Show each line of the entries below in which the word "junction" appears.

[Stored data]
== == ==

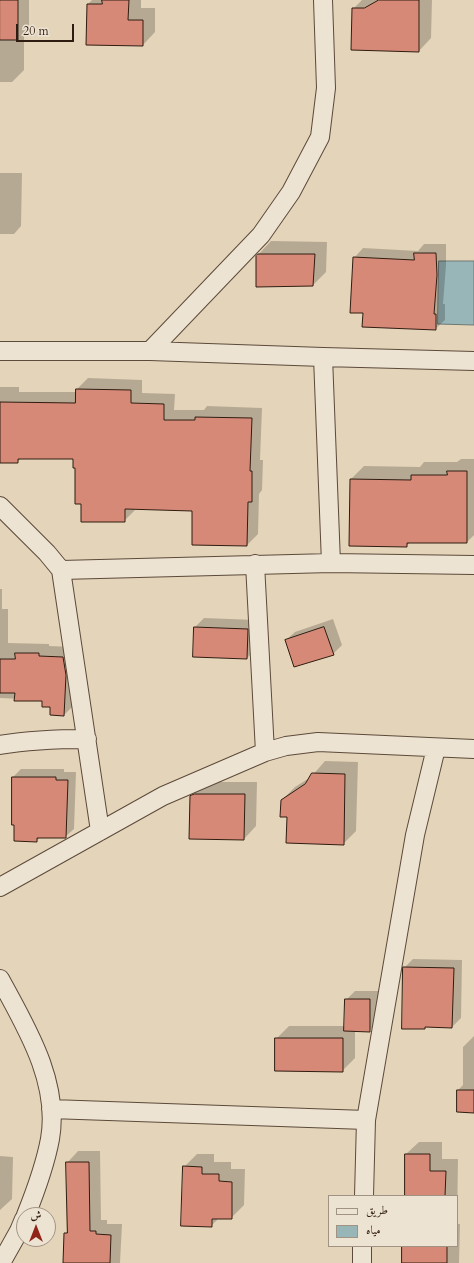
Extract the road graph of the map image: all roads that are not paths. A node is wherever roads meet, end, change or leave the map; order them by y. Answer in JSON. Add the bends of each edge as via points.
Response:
{"nodes":[{"id":1,"x":323,"y":0,"type":"edge"},
{"id":2,"x":0,"y":351,"type":"edge"},
{"id":3,"x":150,"y":351,"type":"junction"},
{"id":4,"x":323,"y":357,"type":"junction"},
{"id":5,"x":474,"y":361,"type":"edge"},
{"id":6,"x":0,"y":506,"type":"edge"},
{"id":7,"x":331,"y":562,"type":"junction"},
{"id":8,"x":255,"y":564,"type":"junction"},
{"id":9,"x":474,"y":565,"type":"edge"},
{"id":10,"x":61,"y":570,"type":"junction"},
{"id":11,"x":87,"y":740,"type":"junction"},
{"id":12,"x":0,"y":745,"type":"edge"},
{"id":13,"x":436,"y":748,"type":"junction"},
{"id":14,"x":474,"y":749,"type":"edge"},
{"id":15,"x":265,"y":752,"type":"junction"},
{"id":16,"x":100,"y":831,"type":"junction"},
{"id":17,"x":0,"y":887,"type":"edge"},
{"id":18,"x":0,"y":979,"type":"edge"},
{"id":19,"x":51,"y":1109,"type":"junction"},
{"id":20,"x":366,"y":1120,"type":"junction"},
{"id":21,"x":364,"y":1195,"type":"edge"},
{"id":22,"x":29,"y":1207,"type":"edge"},
{"id":23,"x":16,"y":1236,"type":"edge"},
{"id":24,"x":362,"y":1247,"type":"edge"},
{"id":25,"x":1,"y":1263,"type":"edge"},
{"id":26,"x":362,"y":1263,"type":"edge"}],
"edges":[{"from":1,"to":3,"type":"street","via":[[326,88],[320,137],[291,192],[261,235]]},
{"from":2,"to":3,"type":"street"},
{"from":3,"to":4,"type":"street"},
{"from":4,"to":5,"type":"street"},
{"from":4,"to":7,"type":"street"},
{"from":6,"to":10,"type":"street"},
{"from":7,"to":8,"type":"street"},
{"from":7,"to":9,"type":"street"},
{"from":8,"to":10,"type":"street"},
{"from":8,"to":15,"type":"street"},
{"from":10,"to":11,"type":"street"},
{"from":11,"to":12,"type":"street","via":[[56,738]]},
{"from":11,"to":16,"type":"street"},
{"from":13,"to":14,"type":"street"},
{"from":13,"to":15,"type":"street","via":[[318,742],[286,746]]},
{"from":13,"to":20,"type":"street","via":[[415,835]]},
{"from":15,"to":16,"type":"street","via":[[163,796]]},
{"from":16,"to":17,"type":"street"},
{"from":18,"to":19,"type":"street","via":[[32,1038],[45,1073]]},
{"from":19,"to":20,"type":"street"},
{"from":19,"to":22,"type":"street","via":[[50,1139],[39,1182]]},
{"from":20,"to":21,"type":"street"},
{"from":23,"to":25,"type":"street"},
{"from":24,"to":26,"type":"street"}]}
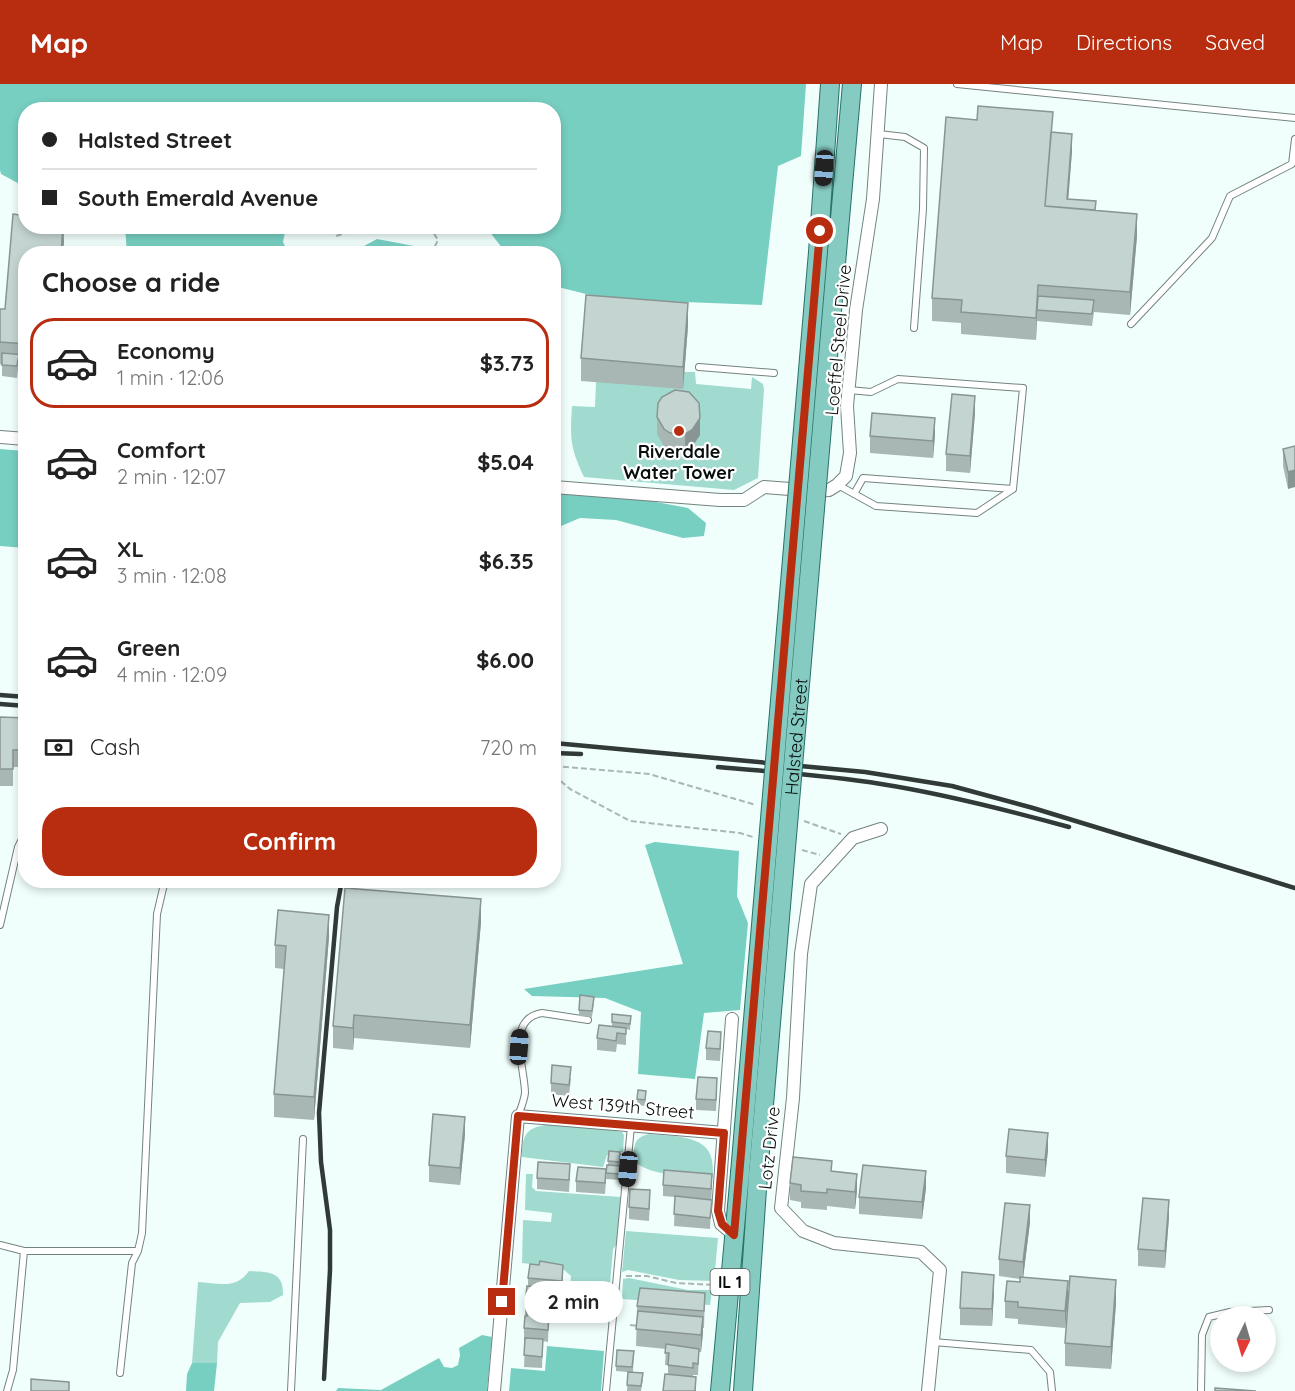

== == ==

Expected output:
{"id":3,"x":150,"y":351,"type":"junction"},
{"id":4,"x":323,"y":357,"type":"junction"},
{"id":7,"x":331,"y":562,"type":"junction"},
{"id":8,"x":255,"y":564,"type":"junction"},
{"id":10,"x":61,"y":570,"type":"junction"},
{"id":11,"x":87,"y":740,"type":"junction"},
{"id":13,"x":436,"y":748,"type":"junction"},
{"id":15,"x":265,"y":752,"type":"junction"},
{"id":16,"x":100,"y":831,"type":"junction"},
{"id":19,"x":51,"y":1109,"type":"junction"},
{"id":20,"x":366,"y":1120,"type":"junction"},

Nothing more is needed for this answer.